Les séries télé ressassent toujours les mêmes thèmes. Focus vous les dévoile tout au long de l’été. Septième et ultime étape, placée sous le signe de la rentrée: le travail. Pas une sinécure…

D’aucuns tiendront toujours la fiction comme un formidable et puissant vecteur de rêve et d’émerveillement, à même, en toutes occasions, de les extraire de la réalité souvent peu exaltante de leur quotidien pour leur faire entrevoir de nouveaux mondes. D’autres, pourtant, n’auront de cesse de revenir à des £uvres résolument réalistes et faisant feu du plus petit bois de l’existence. La dimension cathartique fonctionnant en plein, elles permettent en effet de s’enticher, de rire ou de s’émouvoir des faits les plus ordinaires d’une vie somme toute banale. Passés à la loupe grossissante de la fiction, les détails les plus prosaïques de celle-ci en acquièrent en effet une sorte de légitimité, à défaut de faire toujours sens.

En télévision, c’est, par exemple, toute une vague de séries s’inscrivant dans le sillage d’une certaine mouvance réaliste du cinéma et ancrant leur propos sur le lieu de travail de personnages tout ce qu’il y a de plus lambda. Véritable référence et mètre-étalon du genre: la formidable série anglaise de Ricky Gervais, The Office, conjuguant, avec une verve rare, humour ravageur et profond misérabilisme. Prenant pour cadre quasi unique le bureau d’une usine spécialisée dans la fabrication de papier et implantée à Slough, petite ville du Berkshire tristement célèbre pour ses allures de désert gris et bétonné, la série emprunte la forme très neutre du faux documentaire et s’attache à rendre compte des journées types d’employés de bureau souvent las, amorphes voire abrutis par un travail des plus répétitifs et, donc, des moins stimulants. Journées rythmées par quelques pics d’agitation s’exprimant à travers une série d’interrogations du style  » Mais où est donc passée ma gomme?« ,  » Qui a pris l’agrafeuse? » ou encore le classique et inoxydable  » Vous n’auriez pas un trombone?« . Rien de très excitant à priori donc et pourtant, The Office reste bien, par son sens aigu de l’observation et cette façon incomparable de croquer la nature humaine jusque dans ses plus infimes bassesses, sa plus profonde trivialité, une référence absolue en matière d’humour qui fait mouche à la télévision. Pour preuve, les 4 déclinaisons auxquelles elle a donné naissance dans la foulée de son succès briton: aux Etats-Unis ( The Office US), en France ( Le Bureau), au Brésil ( Os Aspones) et au Canada ( La Job).

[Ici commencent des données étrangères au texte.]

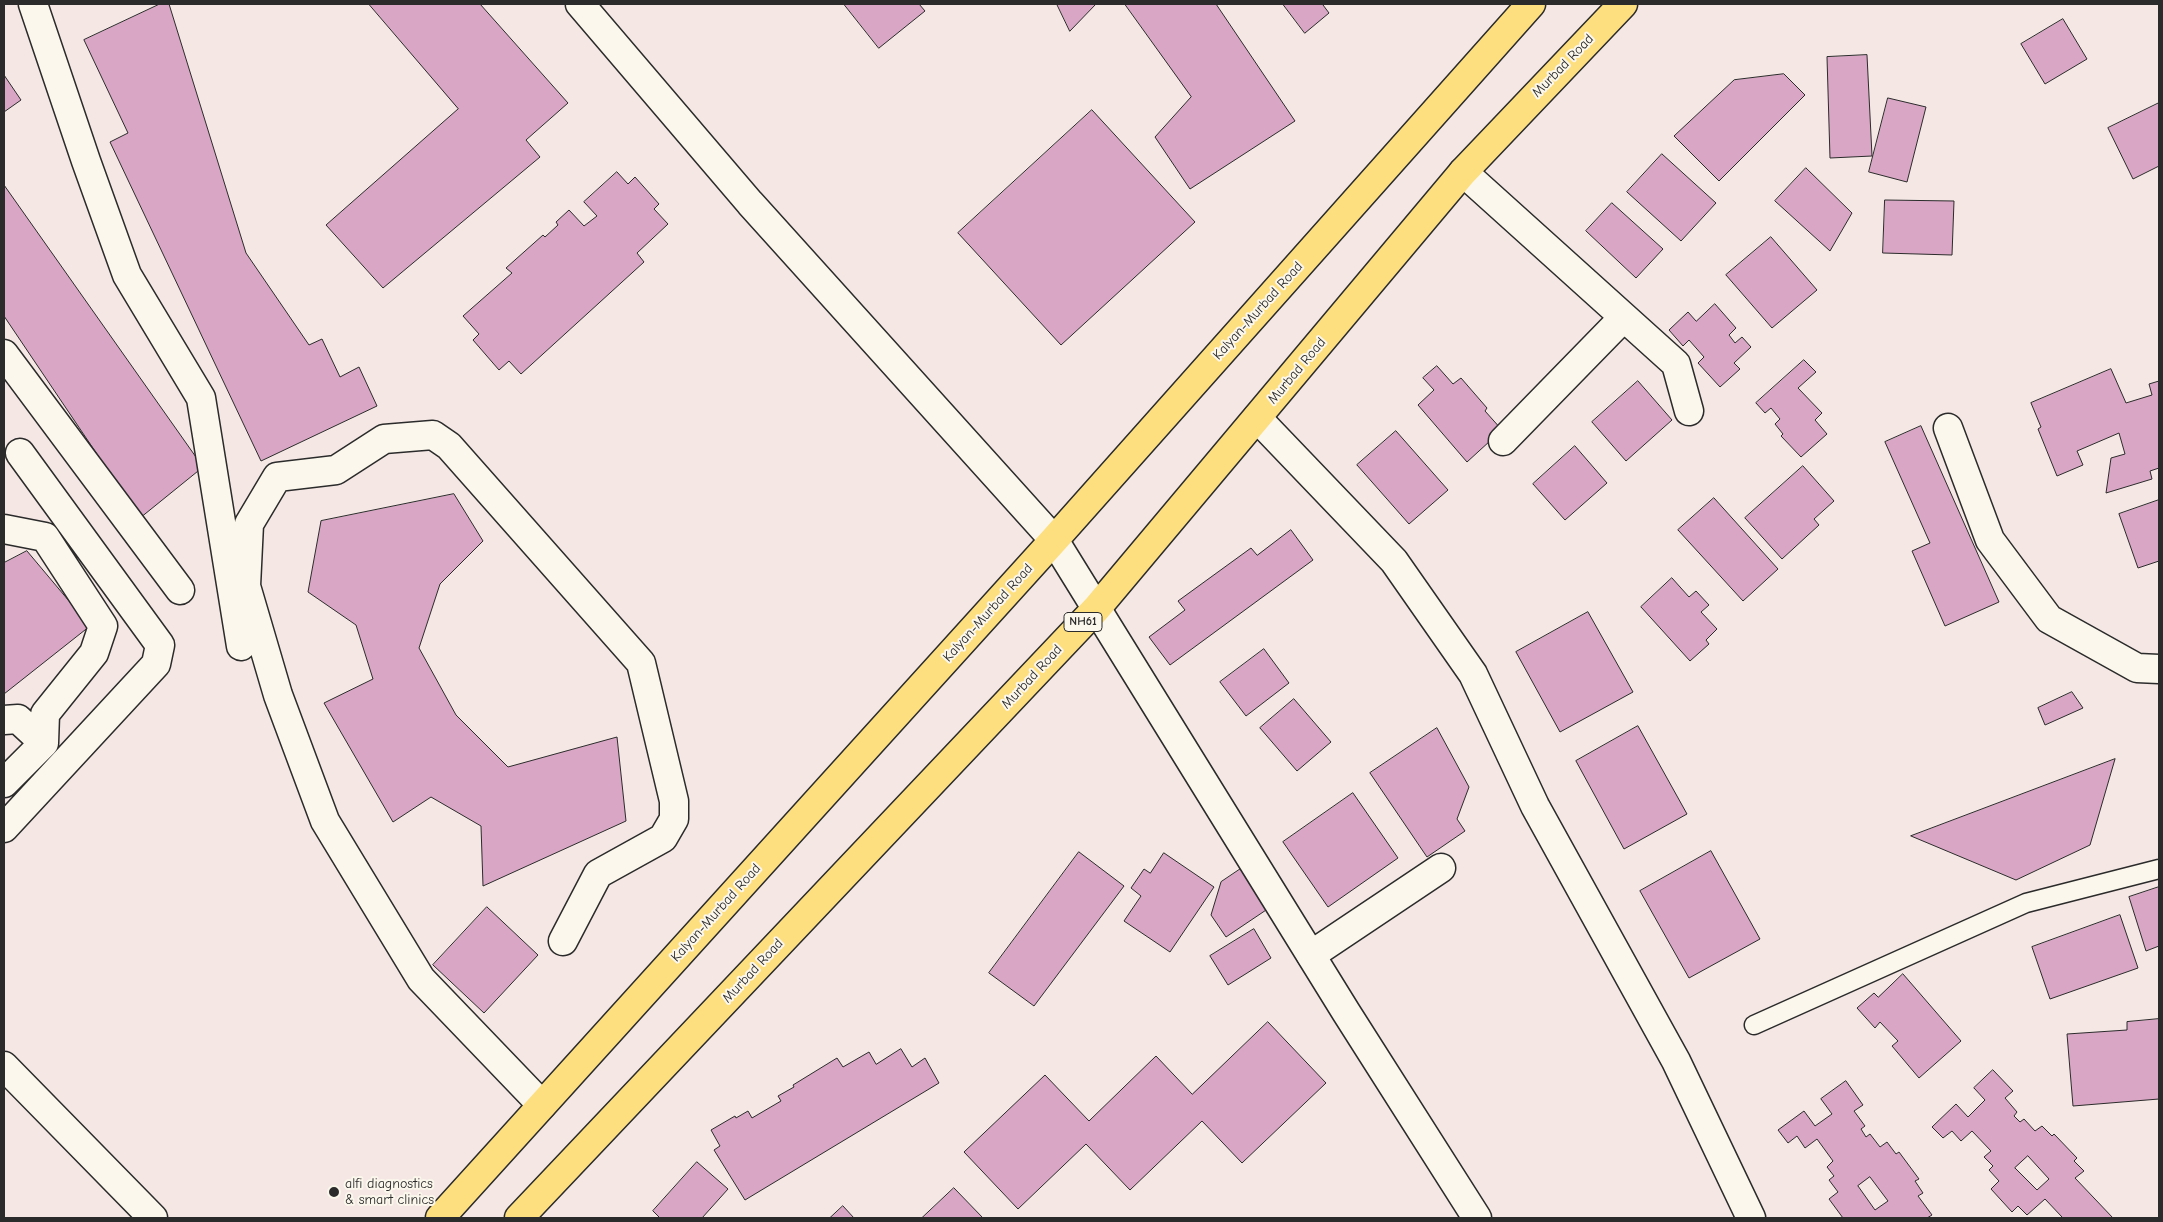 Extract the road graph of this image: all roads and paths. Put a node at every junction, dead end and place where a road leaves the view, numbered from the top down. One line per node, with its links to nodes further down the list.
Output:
1 (33, 4): 17 (street)
2 (580, 4): 14 (street)
3 (1532, 4): 14 (highway, Kalyan-Murbad Road)
4 (1621, 4): 5 (highway, Murbad Road / NH61)
5 (1463, 172): 6 (street); 9 (highway, Murbad Road / NH61)
6 (1624, 317): 8 (street); 11 (street)
7 (4, 354): 15 (street)
8 (1689, 411)
9 (1257, 418): 16 (highway, Murbad Road / NH61); 34 (street)
10 (1948, 428): 18 (street)
11 (1504, 441)
12 (20, 453): 22 (street)
13 (4, 529): 20 (street)
14 (1054, 540): 16 (street); 29 (highway, Kalyan-Murbad Road)
15 (180, 590)
16 (1096, 609): 26 (street); 32 (highway, Murbad Road / NH61)
17 (241, 646)
18 (2159, 669)
19 (4, 720): 20 (street)
20 (44, 743): 21 (street)
21 (4, 783)
22 (4, 828)
23 (1441, 868): 26 (street)
24 (2159, 869): 27 (lane)
25 (563, 941): 29 (street)
26 (1311, 955): 33 (street)
27 (1754, 1025)
28 (4, 1066): 30 (street)
29 (542, 1105): 31 (highway, Kalyan-Murbad Road)
30 (153, 1218)
31 (440, 1218)
32 (518, 1218)
33 (1477, 1218)
34 (1751, 1218)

Une figure essentielle, surtout, se détache ici: celle du patron honni de tous. Ricky Gervais incarnant un boss essentiellement préoccupé par le fait d’apparaître drôle et populaire auprès de ses employés mais sans cesse rattrapé par son absolue veulerie, son racisme et son machisme primaires, sa bêtise pure et simple.

Upside Down

Ces dernières années, les séries TV en sont pleines de ces patrons que l’on adore détester: figure tyrannique et manipulatrice (Glenn Close dans Damages), ambitieuse et sans scrupules (Alec Baldwin dans 30Rock), arriviste et corrompue (Benito Martinez dans The Shield), voire perverse et mafieuse (Ian McShane dans Deadwood).

Dernier exemple en date qui, à l’instar de The Office, marie cadre de travail et patron fondamentalement méprisable: Party Down, nouvelle série comique créée par Rob Thomas ( Veronica Mars, 90210). Où l’on suit une équipe de bras cassés spécialisés dans le catering mais rêvant tous de lendemains meilleurs. A leur tête, Ron Donald, loser patenté convaincu d’être dans le bon et concerné à cent pour cent par ce qu’il fait. Décochant à tout va aphorismes et lapalissades rivalisant de ridicule, il ne récoltera bientôt qu’indifférence et dédain aussi bien auprès de son team de serveurs que des hôtes qu’il est appelé à servir au cours de fêtes qui ne manqueront jamais de tourner en totale bérézina. Menée tambour battant, s’appuyant sur une écriture au cordeau et un humour proprement désopilant, Party Down est une nouvelle et belle réussite. Appelée à durer, semble-t-il, puisque la série vient d’être assurée d’une seconde saison aux Etats-Unis. Tant mieux. Le travail, c’est la santé, le rire aussi: Party Down réconcilie les deux.